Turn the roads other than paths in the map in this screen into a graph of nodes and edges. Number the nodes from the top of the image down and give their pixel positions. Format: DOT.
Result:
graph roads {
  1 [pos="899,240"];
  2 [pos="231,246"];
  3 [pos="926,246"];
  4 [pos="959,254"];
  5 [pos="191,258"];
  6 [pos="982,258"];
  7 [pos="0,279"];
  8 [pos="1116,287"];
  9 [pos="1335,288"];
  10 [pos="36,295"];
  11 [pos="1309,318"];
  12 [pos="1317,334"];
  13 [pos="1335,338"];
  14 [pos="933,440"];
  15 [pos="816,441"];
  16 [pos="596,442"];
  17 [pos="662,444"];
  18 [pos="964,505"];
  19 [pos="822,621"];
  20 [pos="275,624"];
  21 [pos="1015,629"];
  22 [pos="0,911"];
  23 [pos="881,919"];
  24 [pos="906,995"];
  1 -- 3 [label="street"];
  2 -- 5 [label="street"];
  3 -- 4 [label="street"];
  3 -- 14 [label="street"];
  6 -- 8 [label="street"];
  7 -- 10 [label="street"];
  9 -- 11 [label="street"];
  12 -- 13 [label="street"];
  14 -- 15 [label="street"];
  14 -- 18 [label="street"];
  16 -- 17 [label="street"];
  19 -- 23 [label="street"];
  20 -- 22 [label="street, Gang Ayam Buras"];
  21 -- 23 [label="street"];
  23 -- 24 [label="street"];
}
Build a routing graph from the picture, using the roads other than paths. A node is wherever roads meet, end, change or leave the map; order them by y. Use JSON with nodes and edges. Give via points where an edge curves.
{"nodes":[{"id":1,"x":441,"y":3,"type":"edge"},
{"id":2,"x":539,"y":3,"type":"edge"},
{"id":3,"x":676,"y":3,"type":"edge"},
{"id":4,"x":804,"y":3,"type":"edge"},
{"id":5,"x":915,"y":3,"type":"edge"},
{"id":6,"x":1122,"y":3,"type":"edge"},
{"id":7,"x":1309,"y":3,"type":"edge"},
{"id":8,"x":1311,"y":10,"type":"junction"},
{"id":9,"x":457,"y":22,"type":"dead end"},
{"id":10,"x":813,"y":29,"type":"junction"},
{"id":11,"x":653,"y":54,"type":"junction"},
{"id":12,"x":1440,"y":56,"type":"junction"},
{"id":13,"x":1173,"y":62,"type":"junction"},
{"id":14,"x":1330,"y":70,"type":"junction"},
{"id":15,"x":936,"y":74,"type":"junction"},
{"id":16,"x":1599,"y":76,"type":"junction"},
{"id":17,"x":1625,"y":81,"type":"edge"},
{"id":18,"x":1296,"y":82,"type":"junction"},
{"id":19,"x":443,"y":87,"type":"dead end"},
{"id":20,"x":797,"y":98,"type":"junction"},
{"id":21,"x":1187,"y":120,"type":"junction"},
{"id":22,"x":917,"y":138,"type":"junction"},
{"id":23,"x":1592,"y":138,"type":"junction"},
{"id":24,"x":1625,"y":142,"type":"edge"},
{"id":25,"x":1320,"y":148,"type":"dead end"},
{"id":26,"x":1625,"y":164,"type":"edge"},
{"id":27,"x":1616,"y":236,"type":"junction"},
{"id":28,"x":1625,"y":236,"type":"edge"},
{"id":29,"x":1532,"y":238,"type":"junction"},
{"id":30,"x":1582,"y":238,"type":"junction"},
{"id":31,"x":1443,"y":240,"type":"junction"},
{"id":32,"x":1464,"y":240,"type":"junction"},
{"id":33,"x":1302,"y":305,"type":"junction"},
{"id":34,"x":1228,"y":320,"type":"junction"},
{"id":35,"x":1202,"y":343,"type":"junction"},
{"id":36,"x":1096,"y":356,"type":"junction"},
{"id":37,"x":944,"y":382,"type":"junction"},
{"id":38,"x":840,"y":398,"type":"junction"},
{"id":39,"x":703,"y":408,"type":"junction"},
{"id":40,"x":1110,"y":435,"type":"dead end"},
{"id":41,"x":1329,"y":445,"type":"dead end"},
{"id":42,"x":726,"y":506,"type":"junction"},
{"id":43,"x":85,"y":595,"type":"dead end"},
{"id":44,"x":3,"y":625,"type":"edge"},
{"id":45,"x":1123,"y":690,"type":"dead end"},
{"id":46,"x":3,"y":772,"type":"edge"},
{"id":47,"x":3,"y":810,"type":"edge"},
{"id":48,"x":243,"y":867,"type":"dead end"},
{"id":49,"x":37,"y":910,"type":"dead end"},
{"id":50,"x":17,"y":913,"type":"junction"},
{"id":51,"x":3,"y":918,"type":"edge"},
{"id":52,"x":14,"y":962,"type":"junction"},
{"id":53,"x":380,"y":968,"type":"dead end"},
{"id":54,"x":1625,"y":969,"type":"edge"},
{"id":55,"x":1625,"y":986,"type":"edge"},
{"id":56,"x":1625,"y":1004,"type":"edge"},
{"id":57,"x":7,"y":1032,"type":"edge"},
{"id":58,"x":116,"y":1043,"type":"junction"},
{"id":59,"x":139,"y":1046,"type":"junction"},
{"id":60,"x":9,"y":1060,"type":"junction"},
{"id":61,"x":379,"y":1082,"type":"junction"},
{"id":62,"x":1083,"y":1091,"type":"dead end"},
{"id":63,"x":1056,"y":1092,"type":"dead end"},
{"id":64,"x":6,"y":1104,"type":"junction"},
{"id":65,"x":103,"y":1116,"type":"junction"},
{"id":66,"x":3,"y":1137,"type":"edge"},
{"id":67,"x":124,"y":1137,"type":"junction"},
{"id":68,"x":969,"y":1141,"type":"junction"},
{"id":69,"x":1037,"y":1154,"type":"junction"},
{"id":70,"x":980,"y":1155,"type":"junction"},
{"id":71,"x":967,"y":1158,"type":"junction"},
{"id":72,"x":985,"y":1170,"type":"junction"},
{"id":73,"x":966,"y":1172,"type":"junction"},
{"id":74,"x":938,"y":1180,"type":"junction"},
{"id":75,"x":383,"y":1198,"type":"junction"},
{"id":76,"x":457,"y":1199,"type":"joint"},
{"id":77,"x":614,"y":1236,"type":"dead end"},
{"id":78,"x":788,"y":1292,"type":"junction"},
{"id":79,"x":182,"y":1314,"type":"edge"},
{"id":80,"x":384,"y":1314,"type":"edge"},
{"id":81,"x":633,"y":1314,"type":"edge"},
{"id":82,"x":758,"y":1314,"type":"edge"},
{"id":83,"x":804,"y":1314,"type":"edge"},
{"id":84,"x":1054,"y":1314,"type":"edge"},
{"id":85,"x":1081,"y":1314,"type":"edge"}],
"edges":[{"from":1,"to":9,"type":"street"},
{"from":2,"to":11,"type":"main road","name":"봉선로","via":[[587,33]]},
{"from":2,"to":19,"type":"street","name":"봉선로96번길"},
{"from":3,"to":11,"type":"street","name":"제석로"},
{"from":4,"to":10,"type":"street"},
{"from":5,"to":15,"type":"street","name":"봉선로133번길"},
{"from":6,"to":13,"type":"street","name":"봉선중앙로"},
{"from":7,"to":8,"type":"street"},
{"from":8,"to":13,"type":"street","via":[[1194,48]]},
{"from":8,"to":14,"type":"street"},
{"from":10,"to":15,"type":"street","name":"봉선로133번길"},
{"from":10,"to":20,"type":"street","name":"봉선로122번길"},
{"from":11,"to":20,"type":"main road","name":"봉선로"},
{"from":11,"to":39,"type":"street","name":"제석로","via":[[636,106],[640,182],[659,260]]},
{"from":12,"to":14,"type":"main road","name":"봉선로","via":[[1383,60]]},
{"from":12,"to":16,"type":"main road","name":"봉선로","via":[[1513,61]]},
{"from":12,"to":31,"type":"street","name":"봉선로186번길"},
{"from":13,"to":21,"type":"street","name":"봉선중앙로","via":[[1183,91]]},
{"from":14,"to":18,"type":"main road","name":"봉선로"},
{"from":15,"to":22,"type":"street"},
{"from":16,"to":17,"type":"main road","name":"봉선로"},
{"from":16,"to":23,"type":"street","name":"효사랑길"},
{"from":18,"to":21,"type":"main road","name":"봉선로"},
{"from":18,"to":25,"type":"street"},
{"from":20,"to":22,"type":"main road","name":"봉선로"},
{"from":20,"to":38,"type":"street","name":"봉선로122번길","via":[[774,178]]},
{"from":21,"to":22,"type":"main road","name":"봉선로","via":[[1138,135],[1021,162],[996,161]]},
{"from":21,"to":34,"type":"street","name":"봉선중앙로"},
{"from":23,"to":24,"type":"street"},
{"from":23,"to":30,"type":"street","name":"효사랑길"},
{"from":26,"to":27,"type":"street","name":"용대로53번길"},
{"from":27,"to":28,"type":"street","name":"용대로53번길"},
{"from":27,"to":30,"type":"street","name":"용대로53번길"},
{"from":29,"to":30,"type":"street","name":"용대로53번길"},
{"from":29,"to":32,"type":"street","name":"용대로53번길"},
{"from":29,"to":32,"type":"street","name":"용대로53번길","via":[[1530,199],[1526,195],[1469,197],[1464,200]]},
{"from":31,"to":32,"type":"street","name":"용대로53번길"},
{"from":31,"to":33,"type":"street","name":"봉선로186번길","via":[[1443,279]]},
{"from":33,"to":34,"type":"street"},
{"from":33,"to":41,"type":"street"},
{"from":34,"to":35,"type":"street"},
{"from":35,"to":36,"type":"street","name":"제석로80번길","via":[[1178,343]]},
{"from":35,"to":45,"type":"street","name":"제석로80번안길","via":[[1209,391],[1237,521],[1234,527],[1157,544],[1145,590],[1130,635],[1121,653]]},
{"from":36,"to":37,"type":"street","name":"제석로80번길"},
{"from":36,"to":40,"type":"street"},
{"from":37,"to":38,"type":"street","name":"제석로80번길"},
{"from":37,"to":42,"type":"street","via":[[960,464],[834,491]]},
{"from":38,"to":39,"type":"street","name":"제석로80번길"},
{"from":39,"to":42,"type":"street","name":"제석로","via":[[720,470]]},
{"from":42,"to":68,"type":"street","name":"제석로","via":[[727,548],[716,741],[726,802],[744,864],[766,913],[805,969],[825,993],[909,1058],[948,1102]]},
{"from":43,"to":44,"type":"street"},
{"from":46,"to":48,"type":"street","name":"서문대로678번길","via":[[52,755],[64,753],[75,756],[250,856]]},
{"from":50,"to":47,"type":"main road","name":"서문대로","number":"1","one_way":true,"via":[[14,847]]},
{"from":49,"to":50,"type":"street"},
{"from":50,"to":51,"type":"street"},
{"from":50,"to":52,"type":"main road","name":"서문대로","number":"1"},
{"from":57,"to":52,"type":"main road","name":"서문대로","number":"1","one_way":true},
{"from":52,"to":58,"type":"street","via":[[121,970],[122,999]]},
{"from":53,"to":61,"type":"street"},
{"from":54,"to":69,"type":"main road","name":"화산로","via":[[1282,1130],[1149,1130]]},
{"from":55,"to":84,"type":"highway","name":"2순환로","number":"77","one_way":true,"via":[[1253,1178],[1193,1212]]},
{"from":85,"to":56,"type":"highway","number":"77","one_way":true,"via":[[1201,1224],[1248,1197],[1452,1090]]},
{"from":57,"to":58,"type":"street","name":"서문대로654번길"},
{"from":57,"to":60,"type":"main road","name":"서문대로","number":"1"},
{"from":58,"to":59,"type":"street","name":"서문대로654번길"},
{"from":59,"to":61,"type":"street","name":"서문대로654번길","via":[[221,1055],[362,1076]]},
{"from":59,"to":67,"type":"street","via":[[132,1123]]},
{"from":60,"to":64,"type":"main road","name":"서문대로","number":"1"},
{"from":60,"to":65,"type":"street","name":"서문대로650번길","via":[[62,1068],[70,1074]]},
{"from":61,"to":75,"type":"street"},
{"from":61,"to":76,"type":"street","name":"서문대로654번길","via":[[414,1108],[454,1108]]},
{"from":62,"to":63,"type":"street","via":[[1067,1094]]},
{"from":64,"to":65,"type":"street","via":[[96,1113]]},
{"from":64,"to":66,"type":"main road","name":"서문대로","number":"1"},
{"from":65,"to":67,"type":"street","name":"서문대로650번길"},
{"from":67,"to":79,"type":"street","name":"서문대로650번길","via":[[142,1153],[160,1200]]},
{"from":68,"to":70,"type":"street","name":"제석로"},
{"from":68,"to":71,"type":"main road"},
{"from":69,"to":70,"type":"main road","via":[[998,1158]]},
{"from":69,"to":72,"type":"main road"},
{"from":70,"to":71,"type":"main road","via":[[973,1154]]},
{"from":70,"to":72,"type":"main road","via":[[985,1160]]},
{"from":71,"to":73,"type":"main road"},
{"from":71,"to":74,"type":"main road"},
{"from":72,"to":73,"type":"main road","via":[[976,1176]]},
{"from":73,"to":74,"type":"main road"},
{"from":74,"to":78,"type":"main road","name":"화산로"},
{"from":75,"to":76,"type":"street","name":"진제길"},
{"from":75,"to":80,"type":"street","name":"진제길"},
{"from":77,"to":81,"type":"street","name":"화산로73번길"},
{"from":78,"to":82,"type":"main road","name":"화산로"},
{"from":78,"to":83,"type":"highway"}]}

##############################

▶ GOAL OF THE EXERCISE
Whenever the string "graph" turns up in a line above, copy that line out.

▶ RESPONSE AREA
Turn the roads other than paths in the map in this screen into a graph of nodes and edges. Number the nodes from the top of the image down and give their pixel positions. Format: DOT.
graph roads {
Build a routing graph from the picture, using the roads other than paths. A node is wherever roads meet, end, change or leave the map; order them by y. Use JSON with nodes and edges. Give via points where an edge curves.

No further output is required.